But red hair is not limited to the northwest corner of Europe. It occurs regularly, albeit generally with lesser frequency, among Polynesians, Ashkenazi Jews, the Berbers of North Africa, and among the various peoples of the Middle East. Still, with an average occurrence of 1 to 2% across the whole of humanity, ginger is the rarest of hair colours. Which translates to between 70 and 140 million redheads the world over.
Because gingers are such a small, not to mention very visible minority, they have often been an easy target for taunts, discrimination and worse. Historical examples of ‘gingerism’ date as far back as ancient Egypt, where red-headed men were sacrificed to Osiris. Judas, who betrayed Jesus to the Romans, is often depicted as having red hair. In mediaeval Europe, red hair was frequently considered the mark of a witch, a werewolf or a vampire.
Even in more recent times, redheads were considered behavioural outliers – more temperamental and libidinous than ‘normal-haired’ people. A 19th-century survey ‘proved’ that 48% of so-called ‘criminal women’ (i.e. prostitutes) had red hair, to name but one now discredited example.
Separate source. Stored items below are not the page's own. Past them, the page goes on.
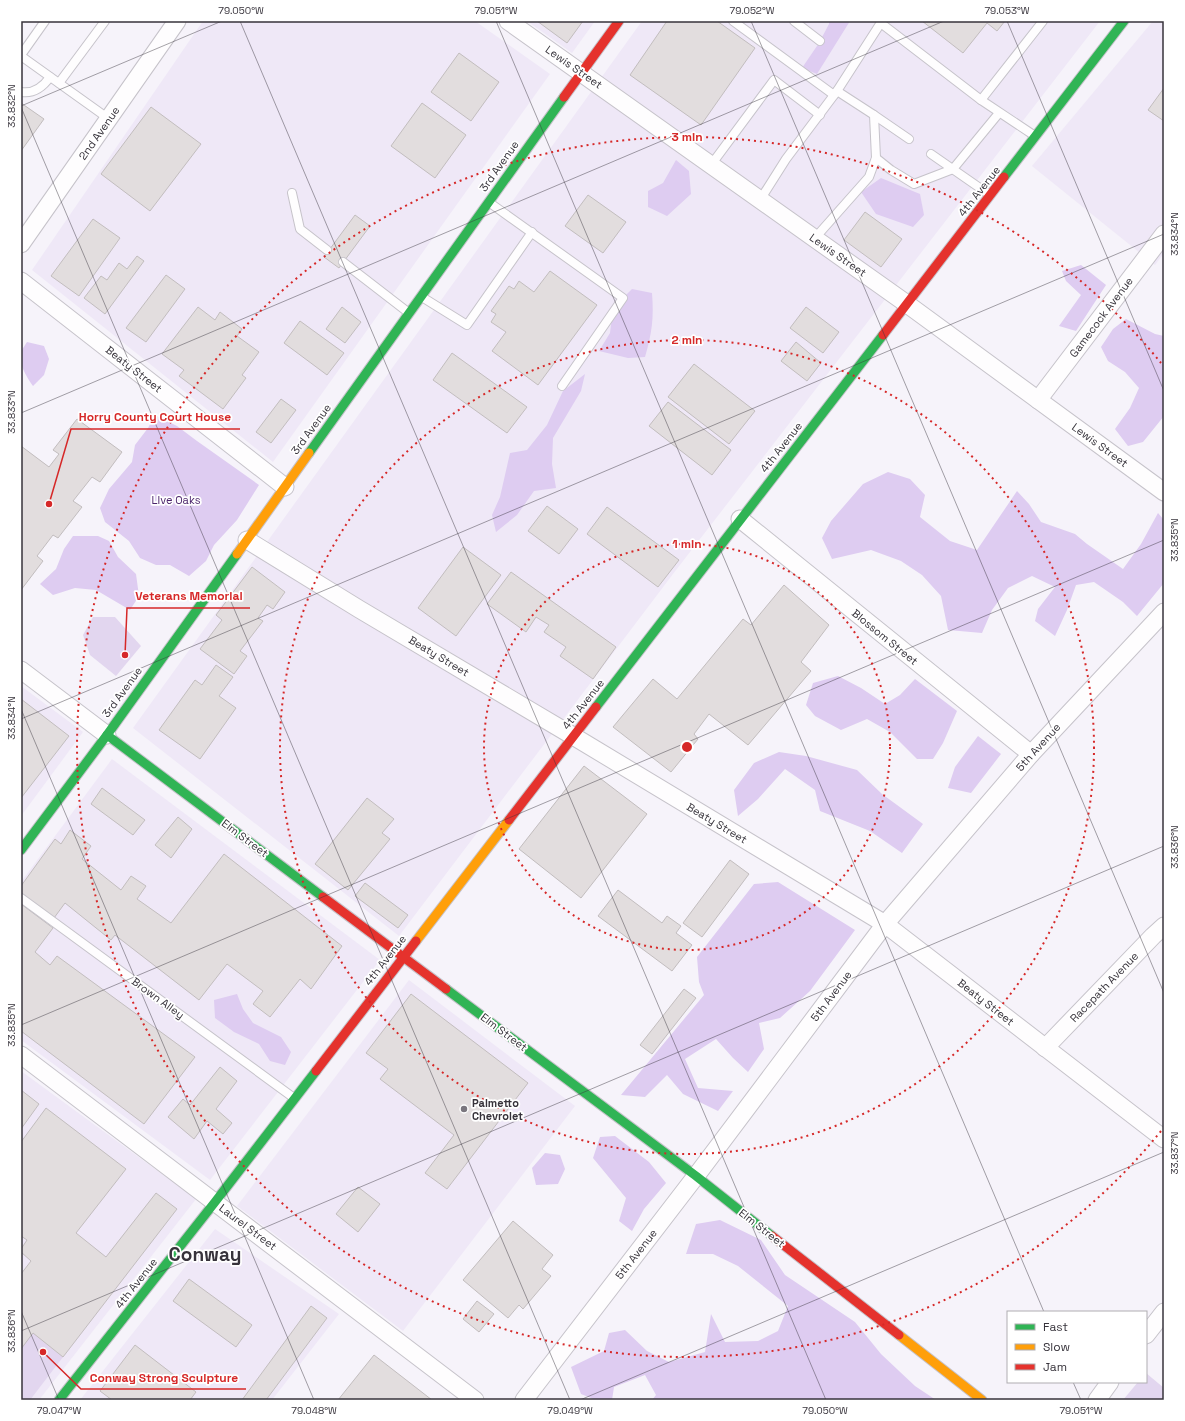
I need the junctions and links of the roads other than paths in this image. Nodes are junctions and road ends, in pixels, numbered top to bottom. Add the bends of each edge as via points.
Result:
1 (45, 21) edge
2 (105, 21) edge
3 (177, 21) edge
4 (508, 21) edge
5 (618, 21) edge
6 (733, 21) edge
7 (794, 21) edge
8 (1043, 21) edge
9 (1124, 21) edge
10 (882, 22) edge
11 (820, 41) dead end
12 (21, 56) edge
13 (581, 72) junction
14 (50, 77) junction
15 (59, 83) junction
16 (21, 92) edge
17 (835, 93) junction
18 (980, 100) junction
19 (1000, 113) junction
20 (820, 114) junction
21 (874, 115) junction
22 (109, 119) junction
23 (1035, 137) junction
24 (909, 139) dead end
25 (931, 154) dead end
26 (876, 158) junction
27 (711, 165) junction
28 (953, 169) junction
29 (292, 193) dead end
30 (990, 195) junction
31 (760, 200) junction
32 (489, 202) junction
33 (532, 232) junction
34 (1164, 234) edge
35 (815, 238) junction
36 (21, 244) edge
37 (328, 250) dead end
38 (343, 262) dead end
39 (21, 281) edge
40 (421, 296) junction
41 (907, 304) junction
42 (409, 313) junction
43 (562, 386) dead end
44 (1038, 400) junction
45 (285, 487) junction
46 (1164, 492) edge
47 (740, 519) junction
48 (247, 540) junction
49 (1164, 612) edge
50 (21, 670) edge
51 (107, 734) junction
52 (573, 736) junction
53 (1031, 754) junction
54 (21, 850) edge
55 (21, 898) edge
56 (885, 924) junction
57 (1164, 926) edge
58 (403, 956) junction
59 (1045, 1048) junction
60 (21, 1055) edge
61 (294, 1098) junction
62 (1164, 1139) edge
63 (696, 1176) junction
64 (215, 1202) junction
65 (1164, 1312) edge
66 (1147, 1334) edge
67 (1109, 1383) edge
68 (59, 1400) edge
69 (474, 1400) edge
70 (524, 1400) edge
71 (982, 1400) edge
72 (1097, 1400) edge

1 - 12 lane
2 - 15 lane
3 - 22 street, 2nd Avenue
4 - 13 street, Lewis Street
5 - 13 main road, 3rd Avenue
6 - 17 lane
7 - 11 lane
8 - 18 lane
9 - 23 main road, 4th Avenue
10 - 17 lane
10 - 18 lane
12 - 14 lane
13 - 27 street, Lewis Street
13 - 32 main road, 3rd Avenue
14 - 15 lane
14 - 16 lane via 37,90
15 - 22 lane
17 - 20 lane
17 - 21 lane
18 - 19 lane
19 - 23 lane
19 - 28 lane
20 - 27 lane via 774,80
20 - 31 lane via 786,159
21 - 24 lane
21 - 26 lane
22 - 36 street, 2nd Avenue
23 - 30 main road, 4th Avenue
25 - 28 lane
26 - 28 lane via 914,184
26 - 35 lane via 869,177
27 - 31 street, Lewis Street
28 - 30 lane
29 - 37 lane via 300,229
30 - 41 main road, 4th Avenue
31 - 35 street, Lewis Street
32 - 33 lane
32 - 40 main road, 3rd Avenue
33 - 40 lane via 466,326
33 - 43 lane via 623,298
34 - 44 street, Gamecock Avenue
35 - 41 street, Lewis Street
38 - 42 lane
39 - 45 street, Beaty Street
40 - 42 main road, 3rd Avenue
41 - 44 street, Lewis Street
41 - 47 main road, 4th Avenue
42 - 45 main road, 3rd Avenue
44 - 46 street, Lewis Street
45 - 48 main road, 3rd Avenue
47 - 52 main road, 4th Avenue
47 - 53 street, Blossom Street
48 - 51 main road, 3rd Avenue
48 - 52 street, Beaty Street
49 - 53 street, 5th Avenue
50 - 51 street, Elm Street
51 - 54 main road, 3rd Avenue
51 - 58 main road, Elm Street
52 - 56 street, Beaty Street
52 - 58 main road, 4th Avenue
53 - 56 street, 5th Avenue
55 - 61 lane, Brown Alley
56 - 59 street, Beaty Street
56 - 63 street, 5th Avenue
57 - 59 street, Racepath Avenue
58 - 61 main road, 4th Avenue
58 - 63 main road, Elm Street
59 - 62 street, Beaty Street
60 - 64 street, Laurel Street
61 - 64 main road, 4th Avenue
63 - 70 street, 5th Avenue
63 - 71 main road, Elm Street
64 - 68 main road, 4th Avenue
64 - 69 street, Laurel Street
65 - 66 street
67 - 72 street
That is not to say there aren’t any demonstrable peculiarities about redheads. While the average adult has 120,000 hairs on their head, redheads only have about 90,000. Strangely enough, redheads have a different sensitivity to pain than non-gingers: they are more sensitive to thermal pain (heat and cold), but less sensitive to certain other sources of pain (including electrical current). They also require a dose of anaesthetic up to 20% higher than others. And according to some sources, bees sting redheads more than non-redheads – a claim oft repeated but not corroborated anywhere.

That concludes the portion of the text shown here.